If you’re an animation enthusiast, you know jobs in that industry are perpetually on shaky ground. Sometimes animators work their whole lives in a studio without earning a living wage or benefits. Sudden project cancellations leave them abruptly out of work and worried. They often have to fight with the studio for a final paycheck. This is why The Animation Guild is taking the Disney Animation Studios’ production workers under their wing to fight for unionization.
More than a few corporations have worked with union-busting organizations to quash movements before they happen (Starbucks, anyone?). IATSE Local 839 (International Alliance of Theatrical Stage Employees) is trying to put together a group of roughly 80 production workers from Disney Animation Studios for a bargaining unit.
This group is composed of production coordinators, production supervisors, and production managers. Thus far, they’ve been met with refusal. The studio denied the request for the group to voluntarily recognize the group.

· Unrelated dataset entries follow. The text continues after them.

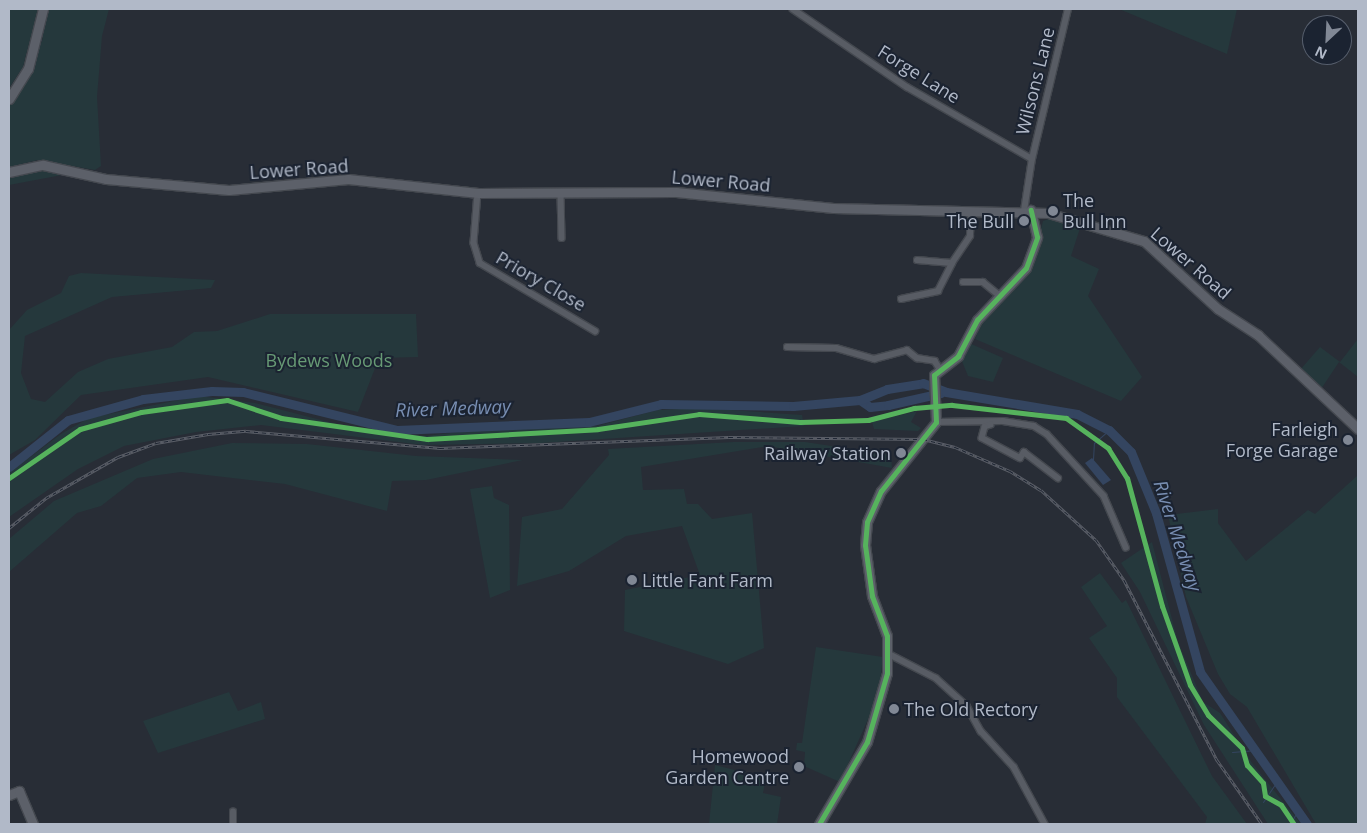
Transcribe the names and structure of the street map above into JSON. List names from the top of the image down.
{
  "streets": {
    "main road": ["Lower Road"],
    "street": ["Forge Lane", "Wilsons Lane", "Priory Close"]
  },
  "crossings": [
    ["Forge Lane", "Wilsons Lane"],
    ["Wilsons Lane", "Lower Road"],
    ["Lower Road", "Priory Close"]
  ],
  "water": ["River Medway"],
  "parks": ["Bydews Woods"],
  "places": [
    "The Bull Inn",
    "The Bull",
    "Farleigh Forge Garage",
    "Railway Station",
    "Little Fant Farm",
    "The Old Rectory",
    "Homewood Garden Centre"
  ],
  "north": "bottom left"
}
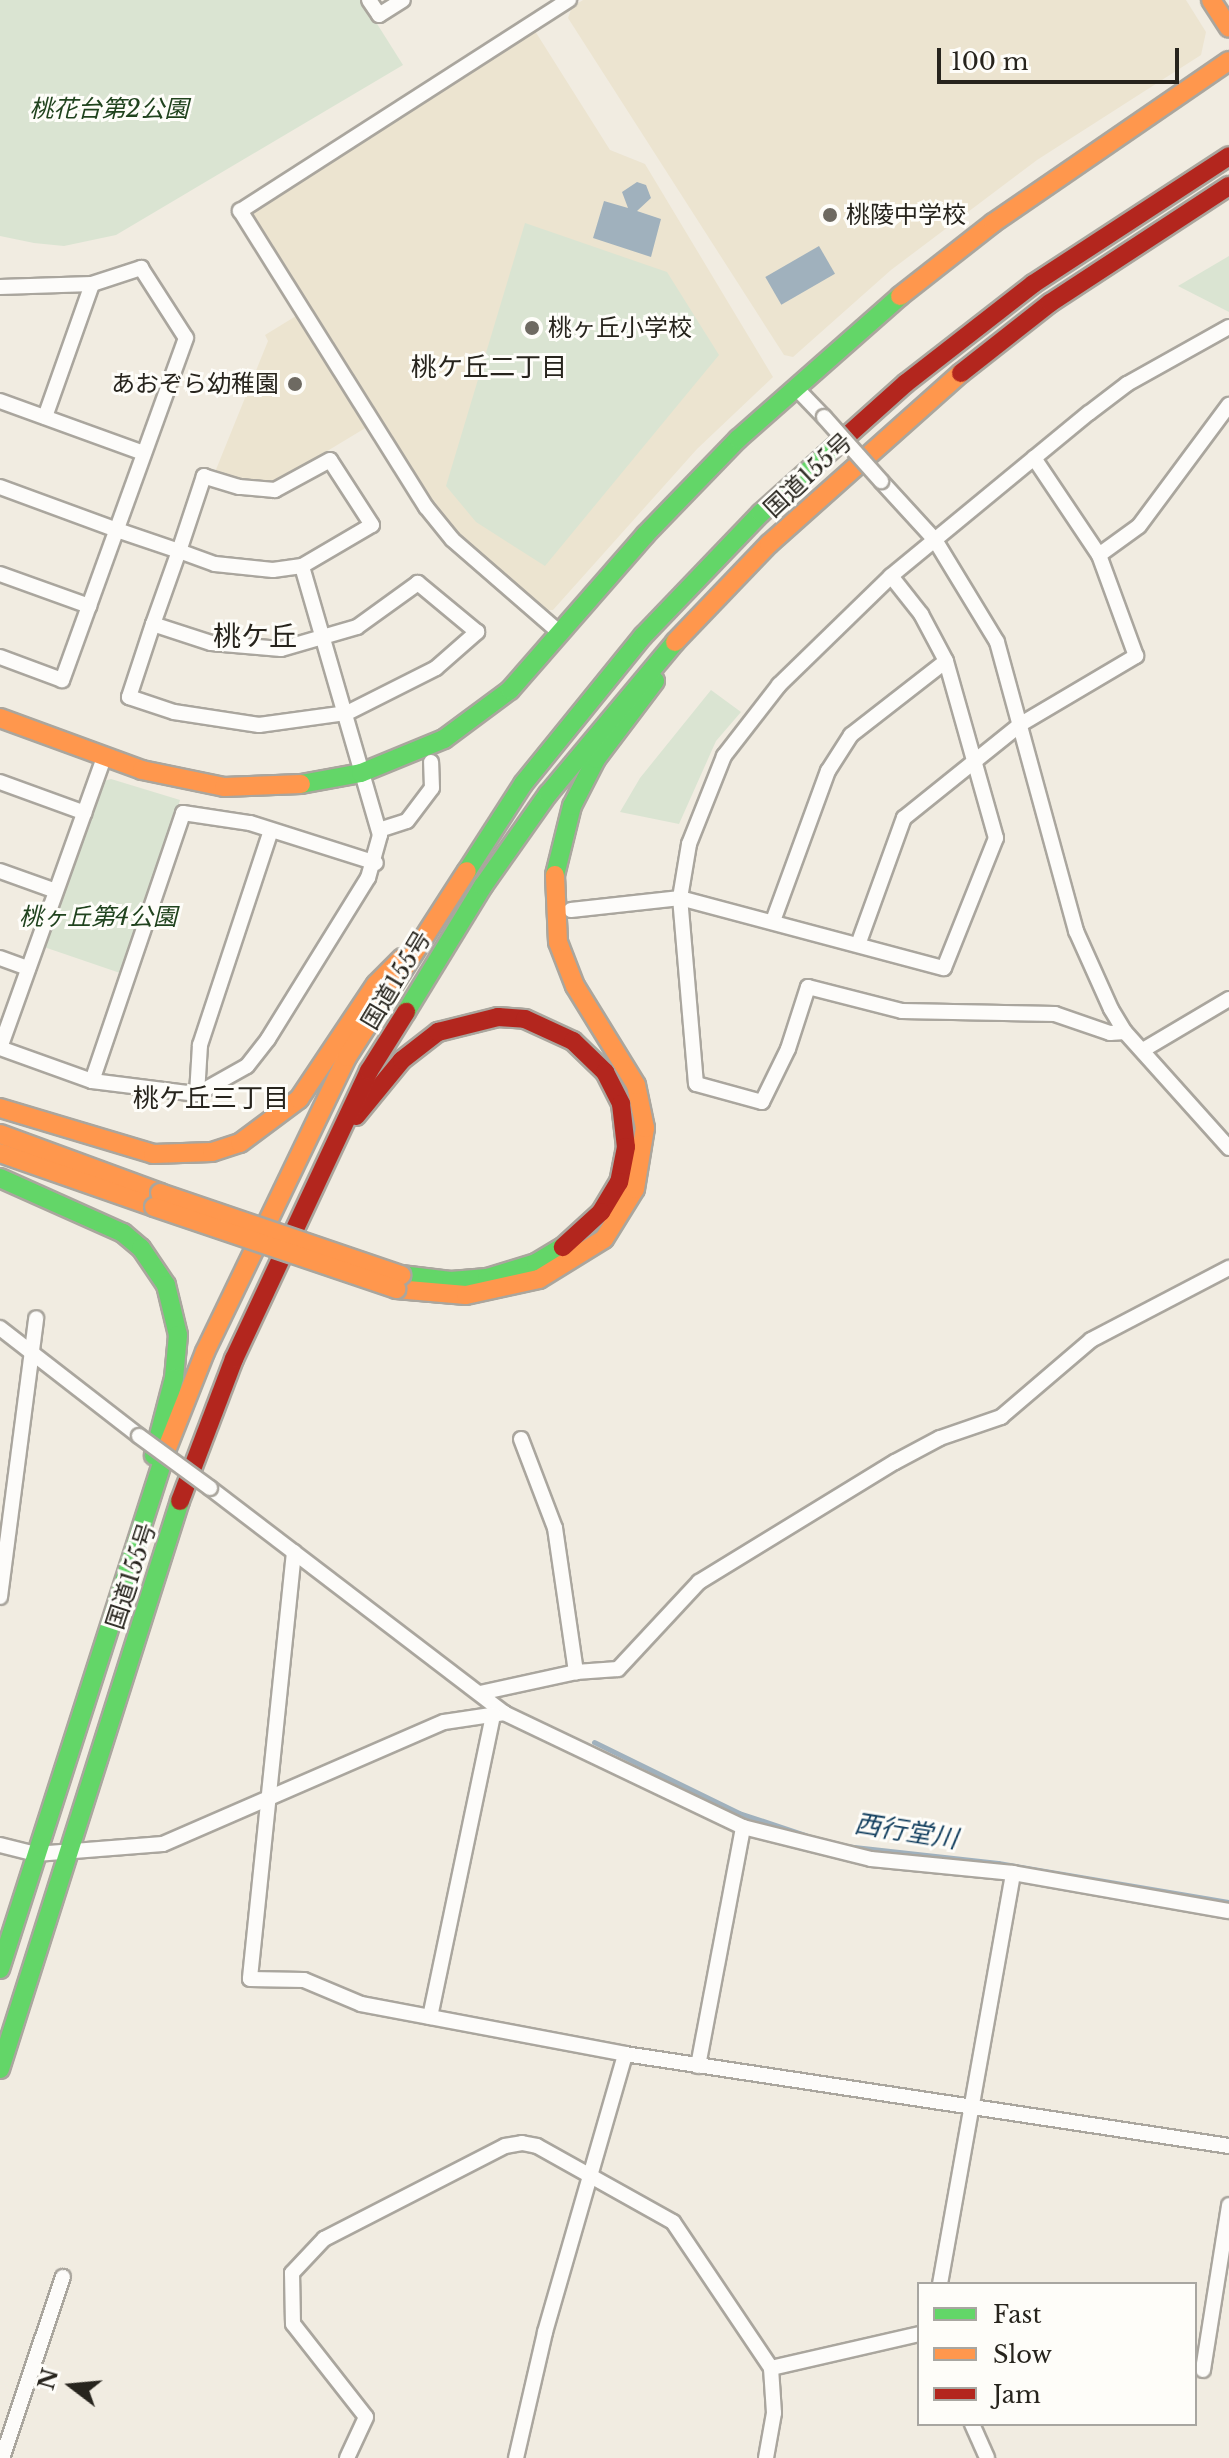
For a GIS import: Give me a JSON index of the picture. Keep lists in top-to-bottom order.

Instead, Disney would rather go the route of a National Labor Relations Board Election. According to TAG (The Animation Guild) organizer Allison Smart, Disney is attempting to exclude certain members from organizing. She claims Disney says “production managers and production supervisors are statutory supervisors under the National Labor Relations Act, meaning that they are excluded from the law that grants people the right to organize unions.”
Obviously TAG disagrees with that, seeing it only as a means of Disney trying to disperse their numbers. Talks of unionization started in winter of 2022, so this has been in the works for some time. And production workers are tired of being shortchanged for how much work they do to make these companies successful.
“For the majority of us this is our long-term career path; however, the current value tied to production workers does not reflect our worth,” production coordinator Maggie Hughes said. “We produce and deliver some of the most profitable franchises at one of the oldest animation studios in the world, it’s unreasonable that production workers can’t create a sustainable, comfortable future.”
Shannon Henley, another production coordinator is of a very similar mind. “Even though I love my job, I regularly must consider if I should instead find a job with better pay, better hours, better benefits, and a more viable career path forward,” Henley said. “Joining TAG gives me hope that I’ll no longer have to consider leaving my dream job in order to live comfortably.”
The idea that production workers — the people directly responsible for making the machine of animation run — have to reconsider career options or worry about their futures is, frankly, abhorrent. Animation studios gross millions of dollars a year. Yet the pay of those behind the curtain doesn’t reflect their worth. Studios need to stop lowballing the people who literally make their money.